Take a bite of Fresno State’s farm

Bulldog Bark arrives at the Rue and Gwen Gibson Farm Market this month

Kyle Lowe / The Collegian

A sweet and crunchy chocolate bar is being launched at the Rue and Gwen Gibson Farm Market this month for $1.50. A mix of chocolate, roasted almonds and giant raisins grown on the Fresno State farm are fusing together to make a new treat — the Bulldog Bark.

Despite being a new item to the Farm Market, it is already the top selling item in the store.

Since coming out earlier in the month, the Farm Market has already sold approximately 500 bars.

Criminology major Billy Jones said he’s sold nearly 30 Bulldog Bark chocolate bars on March 15.

“Since the Fresno Bee came out with the article, I’ve sold tons of them,” Jones said.

The name of the Bulldog bark is a spinoff from “chocolate bark,” a term used in describing chocolate bars with a good amount of nuts and dried fruits in them. When the chocolate is broken into smaller pieces, it resembles chunks of tree bark.

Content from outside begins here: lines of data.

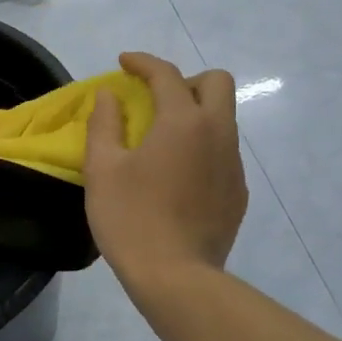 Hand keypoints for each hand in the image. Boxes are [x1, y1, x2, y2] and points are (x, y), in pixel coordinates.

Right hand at [85, 51, 247, 285]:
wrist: (176, 278)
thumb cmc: (131, 219)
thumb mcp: (103, 169)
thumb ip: (105, 123)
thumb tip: (111, 96)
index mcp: (184, 122)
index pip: (167, 74)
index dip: (143, 62)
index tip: (124, 64)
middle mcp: (218, 134)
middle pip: (217, 83)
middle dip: (186, 80)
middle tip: (156, 100)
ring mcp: (234, 164)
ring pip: (224, 118)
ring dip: (196, 114)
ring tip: (163, 141)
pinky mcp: (238, 193)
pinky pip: (224, 152)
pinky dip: (203, 147)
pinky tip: (179, 176) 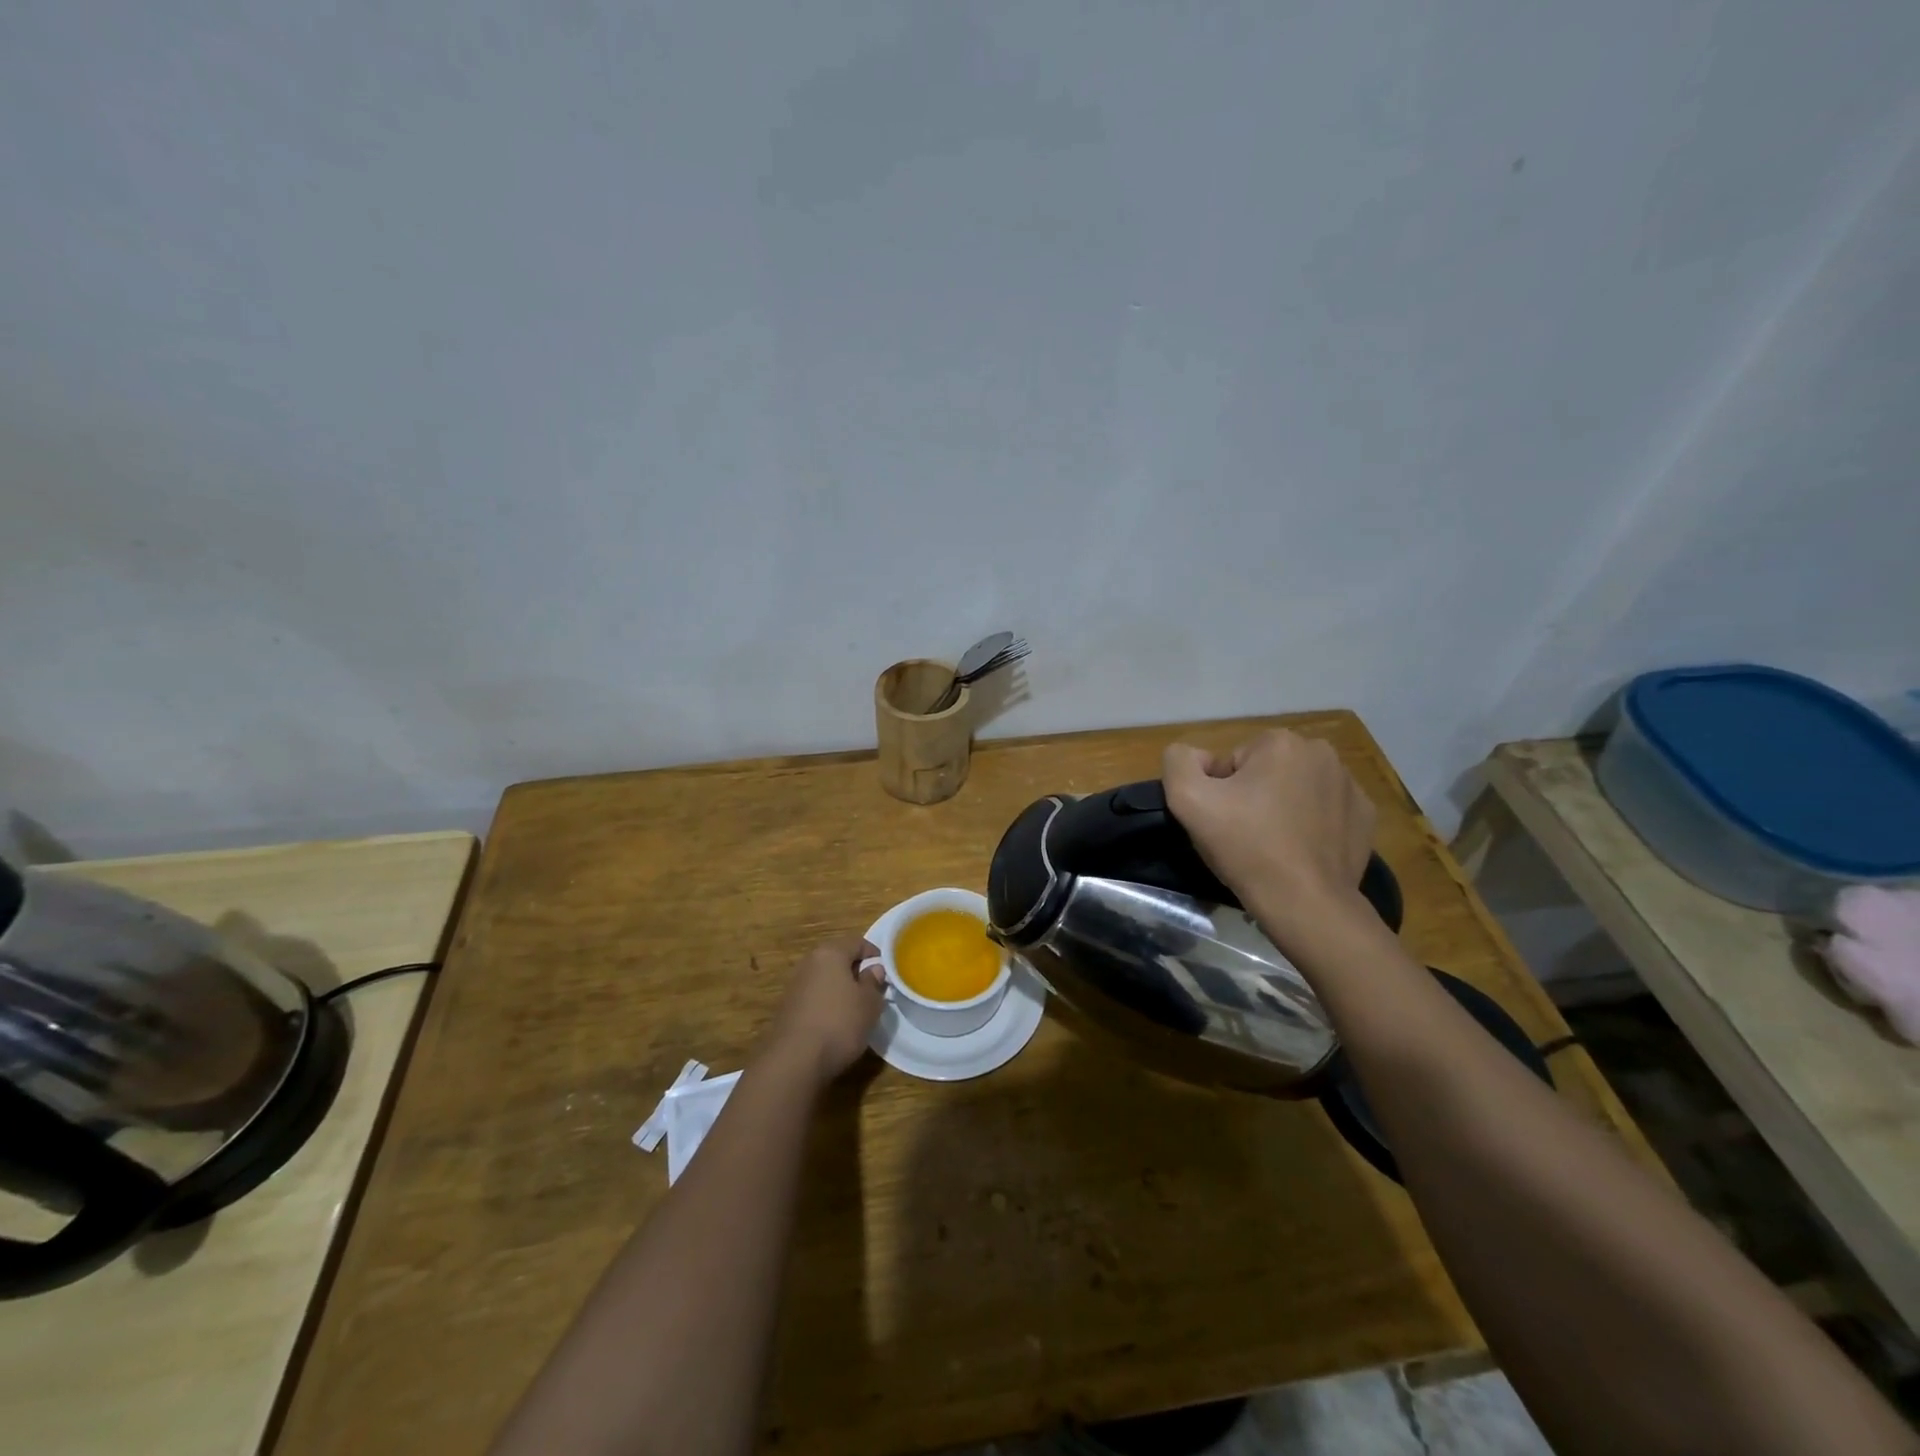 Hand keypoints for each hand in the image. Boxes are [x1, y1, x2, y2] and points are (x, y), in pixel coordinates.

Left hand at [762, 935, 885, 1085]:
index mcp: (830, 953)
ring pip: (825, 979)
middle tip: (872, 990)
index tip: (886, 971)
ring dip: (840, 989)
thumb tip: (873, 969)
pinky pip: (814, 997)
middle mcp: (809, 963)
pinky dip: (826, 1004)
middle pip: (838, 959)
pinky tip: (835, 1024)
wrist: (794, 1060)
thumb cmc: (840, 1023)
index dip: (874, 954)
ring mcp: (795, 986)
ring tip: (856, 1009)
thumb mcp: (869, 1003)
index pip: (857, 942)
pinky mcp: (787, 1008)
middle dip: (856, 971)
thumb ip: (874, 982)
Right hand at [1162, 730, 1377, 938]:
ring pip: (1296, 790)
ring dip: (1282, 809)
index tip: (1224, 822)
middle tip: (1245, 835)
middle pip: (1266, 772)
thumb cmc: (1245, 846)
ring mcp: (1350, 785)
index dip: (1220, 793)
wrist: (1304, 903)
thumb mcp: (1187, 799)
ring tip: (1273, 846)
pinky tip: (1301, 851)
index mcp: (1280, 742)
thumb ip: (1178, 762)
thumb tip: (1197, 757)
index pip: (1232, 762)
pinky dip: (1311, 825)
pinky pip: (1325, 811)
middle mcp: (1322, 753)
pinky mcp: (1366, 817)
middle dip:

The Bulldog Bark is shaped like a dog bone and has the Fresno State logo on it. Both milk and dark chocolate flavors are available for choosing.

Customer Kurt Kovac said the Bulldog Bark is high quality.

“It’s very flavorful with all the raisins and almonds,” Kovac said. “The dark chocolate is very smooth.”

The Farm Market worked closely with Fresno State alum and local chocolate maker Guy Debbas. Debbas also dips the almonds and raisins in chocolate that are sold at the Farm Market.

Rue and Gwen Gibson Farm Market Manager Jennifer Sobieralski and Debbas created the idea after noticing the popularity of the chocolate-coated almonds and raisins sold at the Farm Market. The pair then decided to take the two and create a chocolate bar with the Fresno State theme incorporated. The theme is weaved through the wrapper’s colors and the shape.

“Todd Graves designed the bar for us and we thought the design was great,” Sobieralski said. “We thought the dog bone design would speak to people more than a regular rectangle since we are the Bulldogs.”

Sobieralski said she is also looking to sell the Bulldog Bark beyond the Farm Market. She also has high hopes that the Bulldog Bark will become a mainstream item sold along with other the big-name treats.

The 190-calorie chocolate bar wrapper states, “The proceeds of this product benefit the University Farm and the academic endeavors of the Jordan College of Agriculture and Technology.”

The Farm Market recently participated in the inaugural Fresno Food Expo on March 11. Representatives from local stores, such as Save Mart Supermarket and Costco, came and took samples of the Bulldog Bark.

Sobieralski is hopeful one of the representatives will decide to sell the Bulldog Bark at their store. She also said she hopes to be able to sell the Bulldog Bark at Fresno State football games, as well as being sold as part of fundraisers for student groups. The proceeds earned will help the school, the students and the Farm Market.